The Pig, or Václav Havel's Hunt for a Pig is the final work by Václav Havel, co-authored by Vladimír Morávek.  The English translation is by Edward Einhorn .  Originally a short dialogue from 1987 (entitled simply The Pig) and printed in a samizdat, the piece is a comic (and true) story of Václav Havel’s efforts to hold a pig roast for his friends.
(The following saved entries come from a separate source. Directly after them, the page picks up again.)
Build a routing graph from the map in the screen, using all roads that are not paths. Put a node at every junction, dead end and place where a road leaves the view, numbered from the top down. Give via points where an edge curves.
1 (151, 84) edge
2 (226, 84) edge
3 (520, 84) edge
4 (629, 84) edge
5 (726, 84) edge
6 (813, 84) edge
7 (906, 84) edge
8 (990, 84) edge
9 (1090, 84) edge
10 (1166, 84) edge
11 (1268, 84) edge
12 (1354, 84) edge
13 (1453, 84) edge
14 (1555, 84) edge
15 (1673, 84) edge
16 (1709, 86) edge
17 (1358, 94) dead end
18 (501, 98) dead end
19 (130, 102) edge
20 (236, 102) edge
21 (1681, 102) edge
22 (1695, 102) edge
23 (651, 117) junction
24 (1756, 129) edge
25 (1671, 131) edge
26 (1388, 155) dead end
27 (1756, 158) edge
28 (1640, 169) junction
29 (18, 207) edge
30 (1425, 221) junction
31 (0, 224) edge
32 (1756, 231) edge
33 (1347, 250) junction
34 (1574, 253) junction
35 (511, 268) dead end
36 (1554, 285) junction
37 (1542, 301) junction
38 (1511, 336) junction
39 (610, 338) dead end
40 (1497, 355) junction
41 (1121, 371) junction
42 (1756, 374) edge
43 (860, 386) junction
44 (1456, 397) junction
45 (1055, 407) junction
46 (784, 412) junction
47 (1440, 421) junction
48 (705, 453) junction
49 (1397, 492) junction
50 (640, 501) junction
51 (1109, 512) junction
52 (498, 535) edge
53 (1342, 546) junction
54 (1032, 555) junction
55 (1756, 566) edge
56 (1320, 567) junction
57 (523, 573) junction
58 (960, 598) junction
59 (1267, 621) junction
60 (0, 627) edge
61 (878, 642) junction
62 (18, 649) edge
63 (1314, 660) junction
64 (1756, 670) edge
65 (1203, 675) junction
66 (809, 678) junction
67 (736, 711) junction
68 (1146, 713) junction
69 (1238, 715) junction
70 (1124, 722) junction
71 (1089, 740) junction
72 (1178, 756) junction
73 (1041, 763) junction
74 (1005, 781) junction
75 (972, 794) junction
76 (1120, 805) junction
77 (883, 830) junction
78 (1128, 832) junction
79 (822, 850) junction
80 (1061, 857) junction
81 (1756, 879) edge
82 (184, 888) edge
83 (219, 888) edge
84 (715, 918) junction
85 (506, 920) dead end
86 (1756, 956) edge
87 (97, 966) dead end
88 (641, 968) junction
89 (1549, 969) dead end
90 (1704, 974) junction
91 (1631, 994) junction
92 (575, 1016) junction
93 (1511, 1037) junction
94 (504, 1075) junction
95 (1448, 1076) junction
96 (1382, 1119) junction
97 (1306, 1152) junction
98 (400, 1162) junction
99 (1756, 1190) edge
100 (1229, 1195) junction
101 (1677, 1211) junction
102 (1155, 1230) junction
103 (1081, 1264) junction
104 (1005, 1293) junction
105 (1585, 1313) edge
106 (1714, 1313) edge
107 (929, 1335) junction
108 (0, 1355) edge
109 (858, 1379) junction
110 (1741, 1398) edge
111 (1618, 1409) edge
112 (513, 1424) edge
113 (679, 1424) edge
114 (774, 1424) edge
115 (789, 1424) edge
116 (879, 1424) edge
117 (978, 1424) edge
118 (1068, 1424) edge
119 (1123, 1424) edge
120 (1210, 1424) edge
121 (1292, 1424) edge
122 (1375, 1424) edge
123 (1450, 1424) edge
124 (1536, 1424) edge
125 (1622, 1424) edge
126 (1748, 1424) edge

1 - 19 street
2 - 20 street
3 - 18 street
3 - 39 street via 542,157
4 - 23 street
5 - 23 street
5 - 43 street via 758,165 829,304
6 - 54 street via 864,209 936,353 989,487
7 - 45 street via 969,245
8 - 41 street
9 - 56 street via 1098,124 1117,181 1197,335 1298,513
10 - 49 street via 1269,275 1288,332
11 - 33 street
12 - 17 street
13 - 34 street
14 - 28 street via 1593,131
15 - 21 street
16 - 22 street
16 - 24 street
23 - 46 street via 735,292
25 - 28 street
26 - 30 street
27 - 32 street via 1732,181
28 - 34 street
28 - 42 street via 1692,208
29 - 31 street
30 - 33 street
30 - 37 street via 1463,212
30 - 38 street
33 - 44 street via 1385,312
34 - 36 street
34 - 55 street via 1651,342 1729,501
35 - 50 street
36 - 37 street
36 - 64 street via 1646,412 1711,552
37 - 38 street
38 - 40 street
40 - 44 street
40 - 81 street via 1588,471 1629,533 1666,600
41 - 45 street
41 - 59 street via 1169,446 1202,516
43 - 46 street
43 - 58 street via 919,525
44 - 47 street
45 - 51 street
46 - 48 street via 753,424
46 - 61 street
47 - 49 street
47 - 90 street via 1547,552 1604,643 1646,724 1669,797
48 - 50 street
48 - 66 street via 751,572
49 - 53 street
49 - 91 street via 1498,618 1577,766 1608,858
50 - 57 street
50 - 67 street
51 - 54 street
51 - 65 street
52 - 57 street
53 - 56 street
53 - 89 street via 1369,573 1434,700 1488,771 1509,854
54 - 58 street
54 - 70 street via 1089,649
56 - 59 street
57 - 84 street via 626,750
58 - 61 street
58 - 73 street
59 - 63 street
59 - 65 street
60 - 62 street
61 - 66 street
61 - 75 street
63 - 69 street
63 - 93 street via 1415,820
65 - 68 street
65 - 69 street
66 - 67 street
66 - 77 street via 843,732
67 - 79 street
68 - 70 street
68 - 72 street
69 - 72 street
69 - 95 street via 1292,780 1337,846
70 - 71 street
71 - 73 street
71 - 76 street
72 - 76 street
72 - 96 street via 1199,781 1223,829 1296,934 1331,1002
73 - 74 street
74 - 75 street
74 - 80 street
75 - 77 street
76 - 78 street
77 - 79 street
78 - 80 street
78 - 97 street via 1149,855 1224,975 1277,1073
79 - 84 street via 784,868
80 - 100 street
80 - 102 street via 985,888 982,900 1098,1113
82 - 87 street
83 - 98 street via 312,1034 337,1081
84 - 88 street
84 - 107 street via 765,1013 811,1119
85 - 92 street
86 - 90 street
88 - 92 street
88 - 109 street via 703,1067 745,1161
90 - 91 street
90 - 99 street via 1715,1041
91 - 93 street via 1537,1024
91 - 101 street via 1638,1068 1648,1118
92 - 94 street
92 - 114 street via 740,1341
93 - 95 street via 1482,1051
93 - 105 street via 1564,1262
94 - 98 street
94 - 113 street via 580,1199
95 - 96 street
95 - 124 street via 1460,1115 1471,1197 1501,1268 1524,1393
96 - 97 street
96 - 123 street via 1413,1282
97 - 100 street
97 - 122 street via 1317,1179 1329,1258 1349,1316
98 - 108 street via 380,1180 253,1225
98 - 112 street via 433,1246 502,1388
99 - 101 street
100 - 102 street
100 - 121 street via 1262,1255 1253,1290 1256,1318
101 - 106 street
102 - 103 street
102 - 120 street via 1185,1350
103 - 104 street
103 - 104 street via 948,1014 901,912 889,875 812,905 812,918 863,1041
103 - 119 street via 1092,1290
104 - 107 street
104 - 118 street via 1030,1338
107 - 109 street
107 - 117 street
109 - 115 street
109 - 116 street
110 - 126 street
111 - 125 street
In 2010, Morávek rediscovered the dialogue and decided to stage it. He began by giving lines to characters only mentioned in passing, but then made a more radical choice: he added sections from one of the most beloved Czech works, The Bartered Bride. This new version was the centerpiece of a theater festival in Brno that June.

The English translation was performed at the 3LD Art & Technology Center in New York as part of the Ohio Theater's Ice Factory   It was later published by Theater 61 Press.  It was remounted in 2014 at 3LD Art + Technology Center.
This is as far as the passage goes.